Can playing football cause Tinnitus?
Yes, it can. Apart from the normal risk factors for acquiring tinnitus as a symptom of hearing loss, football players have a greater risk of traumatic brain injury (TBI) from concussions or head trauma that can also trigger tinnitus.
Are all football codes have the same tinnitus risk?
Tinnitus is a perception of sound (a tinkling or ringing in the ear) without there being an external source. It can be crudely called ‘noises in your head’. In Australia, most codes of football have a risk of head injury, whether that’s a full contact sport like AFL or NRL, or a less body-on-body sport like soccer, but where heading of the ball is integral to the game.
For those with Tinnitus it can range from annoying to severely debilitating. It’s a condition normally associated with some loss of hearing, but you could experience a temporary ringing in your ears after a sudden exposure to loud noise or TBI.

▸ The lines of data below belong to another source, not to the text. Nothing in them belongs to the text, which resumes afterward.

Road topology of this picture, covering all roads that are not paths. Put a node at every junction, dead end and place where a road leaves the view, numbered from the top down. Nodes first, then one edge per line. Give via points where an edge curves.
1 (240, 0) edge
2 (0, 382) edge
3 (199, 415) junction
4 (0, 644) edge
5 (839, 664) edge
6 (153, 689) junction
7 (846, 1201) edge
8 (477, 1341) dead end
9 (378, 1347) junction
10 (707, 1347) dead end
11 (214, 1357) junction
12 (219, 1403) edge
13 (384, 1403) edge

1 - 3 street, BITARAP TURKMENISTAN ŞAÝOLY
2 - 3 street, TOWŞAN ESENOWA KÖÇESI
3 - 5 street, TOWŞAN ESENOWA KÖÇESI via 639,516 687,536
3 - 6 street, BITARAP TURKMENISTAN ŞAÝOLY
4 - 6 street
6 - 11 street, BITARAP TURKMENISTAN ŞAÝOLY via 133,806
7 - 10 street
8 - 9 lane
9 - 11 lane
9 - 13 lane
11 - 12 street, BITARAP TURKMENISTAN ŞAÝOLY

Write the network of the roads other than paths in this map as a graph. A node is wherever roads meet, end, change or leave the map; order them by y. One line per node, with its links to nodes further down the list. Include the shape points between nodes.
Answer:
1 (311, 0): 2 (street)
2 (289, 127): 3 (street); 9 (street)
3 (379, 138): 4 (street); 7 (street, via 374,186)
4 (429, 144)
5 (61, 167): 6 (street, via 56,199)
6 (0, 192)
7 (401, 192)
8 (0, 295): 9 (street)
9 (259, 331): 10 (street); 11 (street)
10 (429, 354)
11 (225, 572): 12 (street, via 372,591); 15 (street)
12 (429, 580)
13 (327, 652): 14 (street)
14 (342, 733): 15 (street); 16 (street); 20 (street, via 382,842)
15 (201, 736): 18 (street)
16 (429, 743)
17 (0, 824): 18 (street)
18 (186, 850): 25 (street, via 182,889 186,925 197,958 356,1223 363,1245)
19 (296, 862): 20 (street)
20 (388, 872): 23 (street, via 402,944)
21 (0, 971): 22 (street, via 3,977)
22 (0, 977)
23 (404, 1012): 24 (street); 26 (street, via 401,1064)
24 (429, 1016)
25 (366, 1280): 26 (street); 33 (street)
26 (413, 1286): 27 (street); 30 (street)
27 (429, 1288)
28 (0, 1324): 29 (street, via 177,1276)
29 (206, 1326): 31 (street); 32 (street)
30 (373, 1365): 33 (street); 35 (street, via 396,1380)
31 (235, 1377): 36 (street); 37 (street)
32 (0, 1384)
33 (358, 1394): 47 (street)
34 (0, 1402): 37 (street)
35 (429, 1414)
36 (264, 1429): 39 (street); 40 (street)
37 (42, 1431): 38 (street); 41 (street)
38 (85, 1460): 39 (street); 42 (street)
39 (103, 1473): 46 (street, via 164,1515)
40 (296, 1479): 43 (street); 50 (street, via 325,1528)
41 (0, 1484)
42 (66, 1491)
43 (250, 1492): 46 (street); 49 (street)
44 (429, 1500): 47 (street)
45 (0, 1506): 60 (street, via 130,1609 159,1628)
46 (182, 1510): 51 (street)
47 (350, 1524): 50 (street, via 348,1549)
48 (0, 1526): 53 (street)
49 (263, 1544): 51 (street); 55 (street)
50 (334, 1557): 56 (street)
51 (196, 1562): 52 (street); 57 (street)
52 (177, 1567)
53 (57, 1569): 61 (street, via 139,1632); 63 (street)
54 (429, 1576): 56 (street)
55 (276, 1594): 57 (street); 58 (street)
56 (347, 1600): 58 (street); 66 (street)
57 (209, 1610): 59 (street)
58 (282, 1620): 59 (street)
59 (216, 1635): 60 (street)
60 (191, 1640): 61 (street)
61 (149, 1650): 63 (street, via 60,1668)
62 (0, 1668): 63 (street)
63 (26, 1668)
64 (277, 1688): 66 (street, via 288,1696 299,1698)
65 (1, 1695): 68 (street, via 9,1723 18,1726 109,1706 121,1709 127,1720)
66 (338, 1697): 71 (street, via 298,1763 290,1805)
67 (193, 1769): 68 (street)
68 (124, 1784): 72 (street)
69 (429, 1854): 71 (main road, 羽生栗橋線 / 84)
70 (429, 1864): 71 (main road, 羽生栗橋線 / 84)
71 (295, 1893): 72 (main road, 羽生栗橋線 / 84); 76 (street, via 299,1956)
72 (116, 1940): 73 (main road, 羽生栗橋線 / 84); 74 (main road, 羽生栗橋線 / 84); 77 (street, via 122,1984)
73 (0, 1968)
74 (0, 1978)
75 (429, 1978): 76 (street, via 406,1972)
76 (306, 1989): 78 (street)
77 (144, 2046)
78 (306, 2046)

Tinnitus is usually a symptom of hearing loss or damage to the inner ear. If you experience tinnitus, it is a symptom of either temporary or permanent damage to the sensory hair cells in the inner ear (cochlear). Hearing is the result of impulses sent along the auditory nerve from the cochlear to the part of the brain that can interpret them as recognisable sound. If these hair cells or the pathway between the ears and brain are damaged, your hearing can suffer, with tinnitus as a symptom of the damage.
Recognition of Tinnitus in Sports
It is only relatively recent for sporting codes to recognise concussion as a major health issue for both amateur and professional sports people. For instance, the AFL now reports concussion injuries as a rate per 1000 player hours. A concussion, for most who have one, usually involves a temporary disturbance to brain function rather than more permanent physical damage. The immediate effect is seen on screen with players unsteady on their feet, dazed, confused and assisted off the ground. Many symptoms improve over time and resolve themselves. Cognitive responses to a set of standard questions are used as an initial on-field concussion test, especially in contact sports. But, a symptom like tinnitus may not be initially identifiable amidst crowd noise and otherwise-focused medical attention, so recognition and reporting of it may happen at home well after the trauma.
Medical support and ongoing monitoring of players with a concussion is much more sustained in a professional environment of course. Tinnitus will be most evident when there is no other audio stimulus. As an example, testing for hearing loss is done in a soundproofed environment, which makes any tinnitus more obvious. Disturbed sleep patterns are also often associated with TBI and/or tinnitus. Some sufferers also report post-concussion syndrome, where some symptoms develop and then linger some time after the initial trauma.
In body contact sports, this awareness of concussion as immediate trauma is well known. In the UK, in a response to the fear of sustained ongoing effects of incremental concussion in juniors, the Football Association has ruled that children should not be taught how to head the ball until they are at least 12 years old, with limits on heading in training in older junior teams. This recognises the possible long-term effect of inexpert heading of a heavy adult ball. In Australia, this has not been adopted universally by the Football Federation of Australia, though they are reviewing guidelines, while some clubs and schools have copied the UK move.
Is crowd noise a factor for Sportsmen?
Persistent exposure to noise at above 85dB is deemed likely to permanently damage your hearing and induce tinnitus. Loud crowd noise in a frenzied stadium has been measured in the range of about 90-130 dBA. Whether this has more effect on players or spectators susceptibility to resulting tinnitus is not known.
Tinnitus is not necessarily a symptom and consequence of a mild or more serious TBI like concussion. It could be a symptom of an unrelated infection, inner ear problem or exposure to loud noise or music. If the tinnitus persists without improvement, your doctor can help with specifically targeted treatments.